Key steps for quality systematic reviews
There are six keys steps that you should follow for a systematic review:
State a clear question (specifying the Population studied, Intervention(s)or exposure(s), Comparisons (if any) and Outcomes—the PICO).
Conduct a systematic, replicable search for evidence using a prespecified search strategy.
Select studies for the review based on predefined inclusion and exclusion criteria.
Assess the internal validity or ‘risk of bias’ of studies included.
Extract data using predefined variables and coding forms.
Synthesise the characteristics and findings of the included studies (using quantitative (meta-analysis) and/or qualitative methods).
Types of systematic reviews
The most straightforward type of systematic review has a focused question and combines summary data from randomised controlled trials that measure outcomes using the same metrics (eg, does the FIFA 11+ programme reduce lower extremity injuries in football?).3 The Cochrane Handbook for Systematic Reviews of Interventions provides guidance for every step of the systematic review process4 that you can apply to systematic reviews of randomised controlled trials studying the effects of exercise, surgery or training on injury prevention, recovery or fitness. More complex systematic reviews may address multiple questions with multiple interventions and outcomes reported in different ways and synthesise observational or qualitative studies (eg, what is the efficacy of different injection therapies for plantar fasciopathy?).5
Four common pitfalls in systematic reviews
Lack of a prospective systematic review protocol
Protocols reduce bias in the systematic review process by making any changes in decisions transparent. Protocols allow editors, peer reviewers and readers to judge whether you made decisions after the review was started about which studies to include or which data to extract. This ensures that any changes in your systematic review methods are justified and do not introduce bias in the selection of data for your review. The protocol for your systematic review should describe all of the steps through to the analysis. If the proposed methods change (eg, a meta-analysis was planned, but it was not possible to combine the data), the reason for the change should be documented.
Protocols for Cochrane Reviews are published in The Cochrane Library. A number of journals publish systematic review protocols (such as BMJ Open or Systematic Reviews), and protocols could also be registered on the PROSPERO database.6
Inadequate search strategy
A comprehensive search uses a prespecified search strategy and includes an exhaustive list of possible search terms. It involves searching multiple electronic databases and the reference lists of all studies that meet the prespecified inclusion criteria. Otherwise, you will miss studies.

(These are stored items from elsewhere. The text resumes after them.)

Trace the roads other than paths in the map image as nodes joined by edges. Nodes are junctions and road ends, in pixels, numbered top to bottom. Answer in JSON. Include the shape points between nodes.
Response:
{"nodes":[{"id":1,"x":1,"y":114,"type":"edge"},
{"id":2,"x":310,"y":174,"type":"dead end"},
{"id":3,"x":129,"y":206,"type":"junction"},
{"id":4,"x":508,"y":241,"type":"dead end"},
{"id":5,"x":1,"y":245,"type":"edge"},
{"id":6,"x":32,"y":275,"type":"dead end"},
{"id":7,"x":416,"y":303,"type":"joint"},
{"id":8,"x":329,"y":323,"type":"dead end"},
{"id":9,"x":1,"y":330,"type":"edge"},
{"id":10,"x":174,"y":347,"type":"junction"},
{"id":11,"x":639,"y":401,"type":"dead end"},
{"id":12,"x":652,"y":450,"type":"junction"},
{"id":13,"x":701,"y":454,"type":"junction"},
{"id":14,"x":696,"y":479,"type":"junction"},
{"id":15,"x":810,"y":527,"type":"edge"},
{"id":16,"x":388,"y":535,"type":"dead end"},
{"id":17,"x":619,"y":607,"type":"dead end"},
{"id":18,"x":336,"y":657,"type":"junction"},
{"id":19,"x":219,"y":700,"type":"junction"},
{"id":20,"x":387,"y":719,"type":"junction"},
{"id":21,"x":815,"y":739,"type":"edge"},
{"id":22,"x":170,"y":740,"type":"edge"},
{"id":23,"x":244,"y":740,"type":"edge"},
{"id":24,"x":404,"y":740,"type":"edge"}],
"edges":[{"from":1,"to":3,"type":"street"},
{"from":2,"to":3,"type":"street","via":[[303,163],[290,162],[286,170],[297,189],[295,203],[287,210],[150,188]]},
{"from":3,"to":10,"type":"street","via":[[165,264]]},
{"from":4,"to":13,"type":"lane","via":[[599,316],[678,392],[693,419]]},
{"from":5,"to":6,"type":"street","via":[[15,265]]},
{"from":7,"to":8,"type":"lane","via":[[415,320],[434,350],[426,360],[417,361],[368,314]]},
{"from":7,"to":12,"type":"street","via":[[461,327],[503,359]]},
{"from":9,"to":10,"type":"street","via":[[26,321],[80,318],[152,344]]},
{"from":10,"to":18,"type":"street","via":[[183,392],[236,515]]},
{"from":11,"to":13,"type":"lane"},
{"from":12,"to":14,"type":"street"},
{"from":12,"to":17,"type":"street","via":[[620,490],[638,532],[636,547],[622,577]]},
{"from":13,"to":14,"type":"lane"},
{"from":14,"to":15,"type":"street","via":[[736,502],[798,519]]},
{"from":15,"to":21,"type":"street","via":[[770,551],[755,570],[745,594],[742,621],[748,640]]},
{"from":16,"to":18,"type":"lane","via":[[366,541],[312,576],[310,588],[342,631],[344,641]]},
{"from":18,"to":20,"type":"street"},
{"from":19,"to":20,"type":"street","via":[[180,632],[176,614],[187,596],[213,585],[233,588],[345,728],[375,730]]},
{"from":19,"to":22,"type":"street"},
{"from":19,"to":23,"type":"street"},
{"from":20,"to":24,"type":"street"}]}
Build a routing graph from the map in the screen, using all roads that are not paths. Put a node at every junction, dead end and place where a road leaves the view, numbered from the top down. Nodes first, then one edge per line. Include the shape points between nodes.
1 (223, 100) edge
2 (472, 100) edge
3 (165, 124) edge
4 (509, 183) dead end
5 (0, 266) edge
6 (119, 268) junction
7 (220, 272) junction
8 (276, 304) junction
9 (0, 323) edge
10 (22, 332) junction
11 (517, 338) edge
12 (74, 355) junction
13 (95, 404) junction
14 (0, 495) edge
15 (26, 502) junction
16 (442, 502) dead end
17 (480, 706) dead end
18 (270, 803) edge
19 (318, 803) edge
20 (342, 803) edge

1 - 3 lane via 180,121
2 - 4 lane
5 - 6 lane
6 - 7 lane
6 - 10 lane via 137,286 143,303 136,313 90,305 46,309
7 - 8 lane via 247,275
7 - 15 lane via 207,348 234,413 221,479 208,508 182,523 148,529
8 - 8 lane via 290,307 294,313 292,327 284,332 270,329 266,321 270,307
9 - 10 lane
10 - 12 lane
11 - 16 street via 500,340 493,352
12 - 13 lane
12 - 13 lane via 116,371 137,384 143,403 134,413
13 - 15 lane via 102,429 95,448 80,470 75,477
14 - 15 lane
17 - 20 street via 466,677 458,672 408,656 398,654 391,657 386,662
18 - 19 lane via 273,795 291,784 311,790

If you only search one database (eg, MEDLINE), you might miss 70% of the randomised controlled trials relevant to your systematic review.7 Observational studies may be even harder to identify as they include different study types and may not be indexed as accurately. Cochrane recommends including non-English language studies as language restrictions limit the number of eligible studies identified. Unpublished studies should be identified by talking to researchers in the field and searching the grey literature and trial registries.8 While the comprehensiveness of your search must be balanced with the resources available, consulting with an information specialist or librarian is a worthwhile investment. Even when a comprehensive search is conducted, you should include an estimate of publication bias because failure to publish entire studies or all outcomes from a study is common.
Lack of (or inadequate) assessment of risk of bias of the included studies
Assessing the internal validity (risk of bias) of included studies is a fundamental step. Cochrane has a widely applied tool for assessing risk of bias in randomised controlled trials.9 Developing valid, reliable and widely accepted tools for assessing bias in observational studies of different designs (such as cohorts, case control or cross-sectional studies) is an active area of research. Many tools are available, and when selecting one for your review, the tool’s reliability, validity and prior application in the field are important considerations. BJSM is currently working on guidelines and recommendations for authors assessing risk of bias in systematic reviews.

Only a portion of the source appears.